Um Riesling que pode soar bastante diferente para quem está habituado com esta variedade. Até porque foge do padrão tradicional, passando por maceração e fermentação prolongada com as cachos inteiros e envelhecimento com suas lias, em barris de madeira usada. Foi elaborado com uvas com certificação biodinâmica, colhidas manualmente e vinificadas com baixíssima intervenção: uso exclusivo de leveduras indígenas, sem adição de aditivos ou SO2, sem filtragem ou colagem.
Os responsáveis por este perfil inovador? Bianka e Daniel Schmitt formam um casal que vem vinificando juntos desde 2012, a partir de uma vinícola familiar na região de Rheinhessen, na Alemanha. As terras são de propriedade da família Schmitt há mais de 200 anos, mas a grande alteração na condução da agricultura e na vinificação veio somente nos últimos 20 anos.
Degustando
Um vinho peculiar. No visual mostrou um amarelo claro de boa intensidade, com uma leve turbidez. Já no olfativo, abriu com notas de flores brancas e maçãs secas, com uma linha mineral evidente e uma certa presença de acidez volátil. Na boca, um vinho com uma textura bem definida e leve presença de taninos, em um conjunto de elevada acidez, corpo médio e boa estrutura.

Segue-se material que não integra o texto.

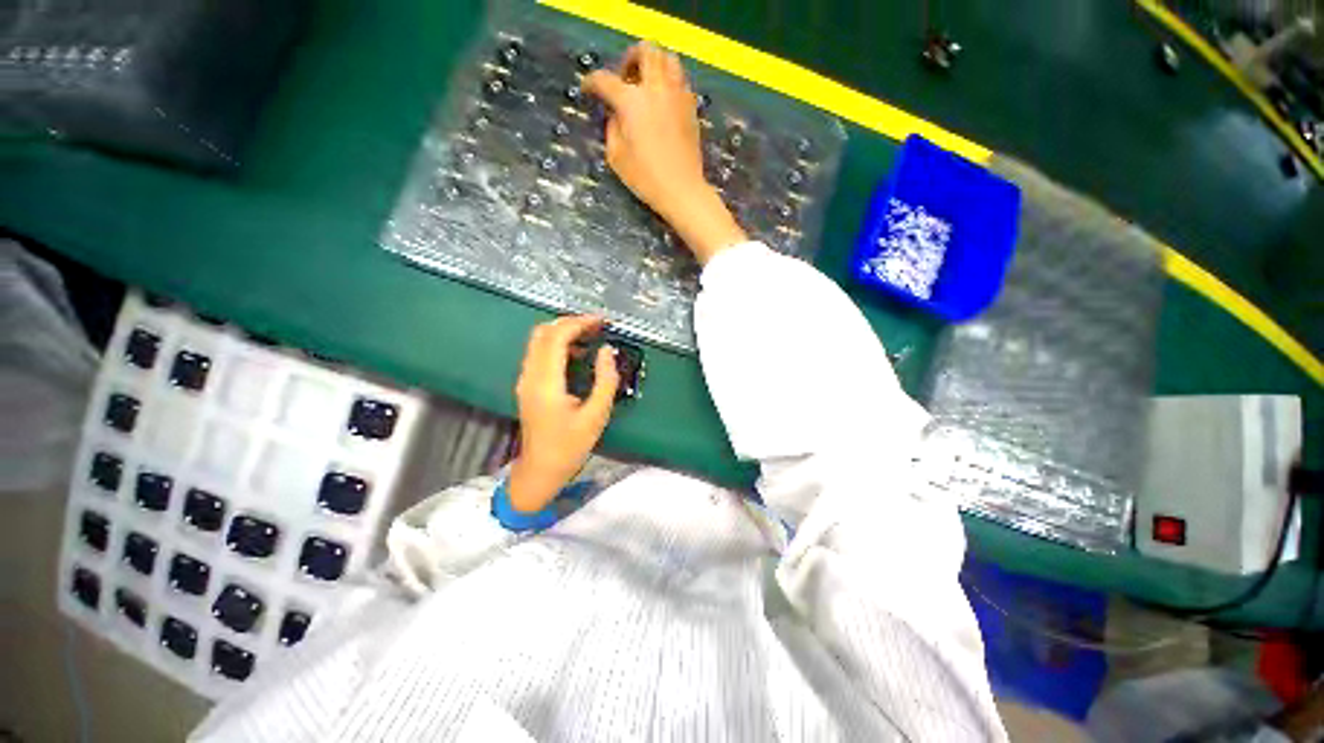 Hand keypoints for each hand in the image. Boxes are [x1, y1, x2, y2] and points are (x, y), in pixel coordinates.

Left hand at [509, 315, 619, 512]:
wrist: (540, 470)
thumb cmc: (569, 446)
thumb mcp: (596, 415)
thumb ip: (605, 380)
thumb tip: (607, 351)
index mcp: (546, 382)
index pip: (557, 338)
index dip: (579, 323)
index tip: (602, 322)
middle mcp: (530, 375)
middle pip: (543, 332)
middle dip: (570, 323)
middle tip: (597, 326)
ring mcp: (525, 380)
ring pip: (539, 341)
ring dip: (563, 332)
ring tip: (591, 336)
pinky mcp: (528, 385)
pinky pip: (539, 354)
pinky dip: (558, 345)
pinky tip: (578, 354)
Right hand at [584, 42, 746, 264]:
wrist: (682, 190)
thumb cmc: (646, 178)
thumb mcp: (616, 156)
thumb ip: (612, 127)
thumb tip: (616, 113)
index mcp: (632, 101)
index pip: (605, 80)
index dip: (592, 82)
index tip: (588, 89)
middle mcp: (656, 89)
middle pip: (645, 50)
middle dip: (630, 58)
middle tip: (625, 77)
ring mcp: (677, 95)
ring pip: (668, 58)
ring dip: (654, 63)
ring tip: (647, 85)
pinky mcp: (691, 106)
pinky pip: (681, 79)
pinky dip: (669, 80)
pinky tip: (663, 100)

Pode ser definido mais como um vinho de meditação, longe da proposta daqueles vinhos naturais que prezam somente pela presença intensa de frutas. Evoluiu bem com o passar do tempo, mas seguiu sendo um vinho que talvez não agrade a alguns paladares. Importado para o Brasil pela La Vinheria, com valor proposto de R$ 229,00 em julho de 2020.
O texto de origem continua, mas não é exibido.